Dopo la conversazione, il giovane accecato dalla gelosia, avendo visto che uno dei tre pomi era scomparso e nessuno l’aveva mangiato, uccise la donna. La sfigurò e fece a pezzi il suo corpo gettandolo nel fiume. Di ritorno, notando il figlio piangere gli chiese il motivo di tanto sconforto:

“— Padre mio — mi disse — stamani ho preso a mia

madre, senza che ella se ne sia avveduta, uno de’ tre

pomi che voi le avete arrecati; ma stando non ha guari a

giuocar nella strada co’ miei fratellini, un grosso schiavo

che passava me l’ha strappato di mano, e l’ha portato

via”.

Dopo aver ascoltato la storia, il califfo decide che a pagarne le conseguenze sarebbe dovuto essere lo schiavo. Così incaricò Giafar di trovarlo, in caso di un esito negativo avrebbe pagato, come in precedenza, con la vita.

Ora, una volta la voglio pure capire, ma due sei scemo. Grazie alla formidabile lealtà, il gran visir non recede davanti ai propri impegni e allo scadere del tempo si prepara da vero stoico a compiere il suo destino. Devo ammettere che c’è sempre una certa epicità in episodi del genere, soprattutto quando Giafar dà un ultimo saluto ai propri cari. In questa occasione si accorge che la figlia minore ha tra le mani lo stesso pomo descritto dal giovane uomo. Così curioso le chiede dove l’avesse trovato.

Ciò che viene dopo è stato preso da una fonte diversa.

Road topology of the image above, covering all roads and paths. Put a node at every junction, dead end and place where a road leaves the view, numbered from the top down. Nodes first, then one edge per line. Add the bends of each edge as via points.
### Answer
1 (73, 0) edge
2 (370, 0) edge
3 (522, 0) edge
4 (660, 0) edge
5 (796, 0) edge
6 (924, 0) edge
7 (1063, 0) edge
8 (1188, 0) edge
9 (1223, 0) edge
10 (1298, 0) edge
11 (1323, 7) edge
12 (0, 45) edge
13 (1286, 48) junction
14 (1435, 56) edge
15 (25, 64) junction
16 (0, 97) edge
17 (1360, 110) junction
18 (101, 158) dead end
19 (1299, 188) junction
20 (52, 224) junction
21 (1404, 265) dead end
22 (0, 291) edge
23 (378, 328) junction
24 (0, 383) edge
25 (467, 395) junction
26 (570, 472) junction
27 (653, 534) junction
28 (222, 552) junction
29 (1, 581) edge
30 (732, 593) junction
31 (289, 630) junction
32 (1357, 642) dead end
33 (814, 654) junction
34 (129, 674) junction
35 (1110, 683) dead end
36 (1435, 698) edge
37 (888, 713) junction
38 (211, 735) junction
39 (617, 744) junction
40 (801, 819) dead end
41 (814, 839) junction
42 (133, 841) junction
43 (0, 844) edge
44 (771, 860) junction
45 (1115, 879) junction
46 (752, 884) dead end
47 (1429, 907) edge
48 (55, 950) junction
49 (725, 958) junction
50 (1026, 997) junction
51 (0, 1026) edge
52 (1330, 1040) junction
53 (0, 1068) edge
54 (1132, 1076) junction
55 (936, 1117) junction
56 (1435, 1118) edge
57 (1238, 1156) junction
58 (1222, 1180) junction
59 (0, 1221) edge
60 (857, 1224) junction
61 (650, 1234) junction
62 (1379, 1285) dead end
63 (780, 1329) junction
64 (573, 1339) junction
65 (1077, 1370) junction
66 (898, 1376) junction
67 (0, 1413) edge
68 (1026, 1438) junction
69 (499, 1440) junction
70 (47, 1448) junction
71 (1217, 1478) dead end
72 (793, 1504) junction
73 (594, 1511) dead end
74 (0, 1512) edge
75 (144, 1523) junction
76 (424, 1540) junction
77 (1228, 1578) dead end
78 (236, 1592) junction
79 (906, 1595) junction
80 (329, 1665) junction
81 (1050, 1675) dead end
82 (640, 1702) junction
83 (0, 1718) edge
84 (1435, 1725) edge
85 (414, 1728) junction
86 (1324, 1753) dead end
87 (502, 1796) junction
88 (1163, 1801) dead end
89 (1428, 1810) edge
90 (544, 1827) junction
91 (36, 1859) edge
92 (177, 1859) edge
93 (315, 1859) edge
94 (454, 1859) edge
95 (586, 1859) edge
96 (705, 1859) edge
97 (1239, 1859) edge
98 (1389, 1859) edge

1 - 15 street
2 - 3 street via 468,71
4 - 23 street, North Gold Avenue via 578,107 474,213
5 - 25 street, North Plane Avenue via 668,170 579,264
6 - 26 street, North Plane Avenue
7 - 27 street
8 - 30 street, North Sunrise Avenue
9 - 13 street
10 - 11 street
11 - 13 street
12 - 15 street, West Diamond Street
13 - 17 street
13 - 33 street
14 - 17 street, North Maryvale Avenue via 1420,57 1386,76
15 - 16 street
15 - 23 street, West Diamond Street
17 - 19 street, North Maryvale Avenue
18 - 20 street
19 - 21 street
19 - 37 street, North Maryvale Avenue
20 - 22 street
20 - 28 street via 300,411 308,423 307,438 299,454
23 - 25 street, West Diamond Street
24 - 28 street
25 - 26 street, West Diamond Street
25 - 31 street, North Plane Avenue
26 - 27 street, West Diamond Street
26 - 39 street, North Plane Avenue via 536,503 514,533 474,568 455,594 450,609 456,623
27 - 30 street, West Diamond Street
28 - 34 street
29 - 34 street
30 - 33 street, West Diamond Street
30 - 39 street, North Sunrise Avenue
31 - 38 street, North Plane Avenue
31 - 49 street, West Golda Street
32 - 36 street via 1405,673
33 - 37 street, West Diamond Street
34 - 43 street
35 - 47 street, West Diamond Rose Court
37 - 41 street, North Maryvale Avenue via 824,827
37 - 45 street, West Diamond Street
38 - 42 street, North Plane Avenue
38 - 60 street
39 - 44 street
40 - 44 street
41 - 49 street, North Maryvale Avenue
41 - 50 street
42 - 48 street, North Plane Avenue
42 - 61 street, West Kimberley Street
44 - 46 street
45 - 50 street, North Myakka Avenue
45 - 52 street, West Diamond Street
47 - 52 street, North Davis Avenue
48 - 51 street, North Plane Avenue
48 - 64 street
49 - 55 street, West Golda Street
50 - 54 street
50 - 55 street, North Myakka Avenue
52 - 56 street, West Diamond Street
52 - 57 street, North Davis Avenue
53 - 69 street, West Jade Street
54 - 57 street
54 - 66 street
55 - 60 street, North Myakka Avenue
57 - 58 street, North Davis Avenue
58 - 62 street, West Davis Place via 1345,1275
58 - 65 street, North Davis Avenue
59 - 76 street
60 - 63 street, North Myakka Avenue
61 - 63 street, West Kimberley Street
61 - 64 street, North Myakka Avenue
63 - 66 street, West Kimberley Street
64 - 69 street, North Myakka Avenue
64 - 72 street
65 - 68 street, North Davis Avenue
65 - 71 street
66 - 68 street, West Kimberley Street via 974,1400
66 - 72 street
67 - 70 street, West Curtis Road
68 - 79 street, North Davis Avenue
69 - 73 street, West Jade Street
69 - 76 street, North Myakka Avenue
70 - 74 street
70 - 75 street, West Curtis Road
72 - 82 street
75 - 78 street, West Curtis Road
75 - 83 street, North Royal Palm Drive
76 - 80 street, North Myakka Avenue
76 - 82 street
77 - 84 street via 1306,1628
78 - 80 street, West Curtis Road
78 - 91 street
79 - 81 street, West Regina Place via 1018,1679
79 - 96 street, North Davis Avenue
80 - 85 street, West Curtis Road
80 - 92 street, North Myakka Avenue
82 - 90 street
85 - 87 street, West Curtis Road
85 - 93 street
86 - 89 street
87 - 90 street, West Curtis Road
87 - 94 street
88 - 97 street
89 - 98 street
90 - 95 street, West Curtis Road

Si scoprirà che il ladro in questione è lo stesso servo del gran visir e, per la gioia di quest’ultimo, il mistero è stato risolto.

A questo punto si compie il paradosso più grande della storia, Giafar – portato lo schiavo al cospetto del califfo – sostiene che dopo aver sentito questa storia, i torti procurati dal servo sarebbero stati perdonati.

Così avvenne e indovinate? Il califfo, mosso dalla compassione, decide di risparmiare la vita dello schiavo.

Il finale è qualcosa di epico, lo schiavo è graziato. Giafar – come se nulla fosse –ritorna alla vita di tutti i giorni. Al giovane infine, viene data in moglie una serva e risarcito in denari.

Insomma un classico lieto fine; come se nulla fosse, tutto è tornato alla normalità, e chi se ne frega del rimorso di aver ucciso una donna, di aver reso orfanelli i tuoi figli e di aver tolto l’affetto più prezioso di un padre che per giunta voleva farsi ammazzare al posto tuo.

Scherzi a parte, ne Le mille e una notte, molti hanno la vita salva grazie al fatto di raccontare storie, mi riporta un po’ alla riflessione iniziale e su come siano importante per noi, che sia un commento sul nuovo amante del nostro amico o una dichiarazione d’amore, poco importa, siamo animali sociali: in un certo senso le storie ci salvano la vita.

Io continuo a bere il mio caffè da solo ma poco importa: le voci nella testa mi tengono compagnia.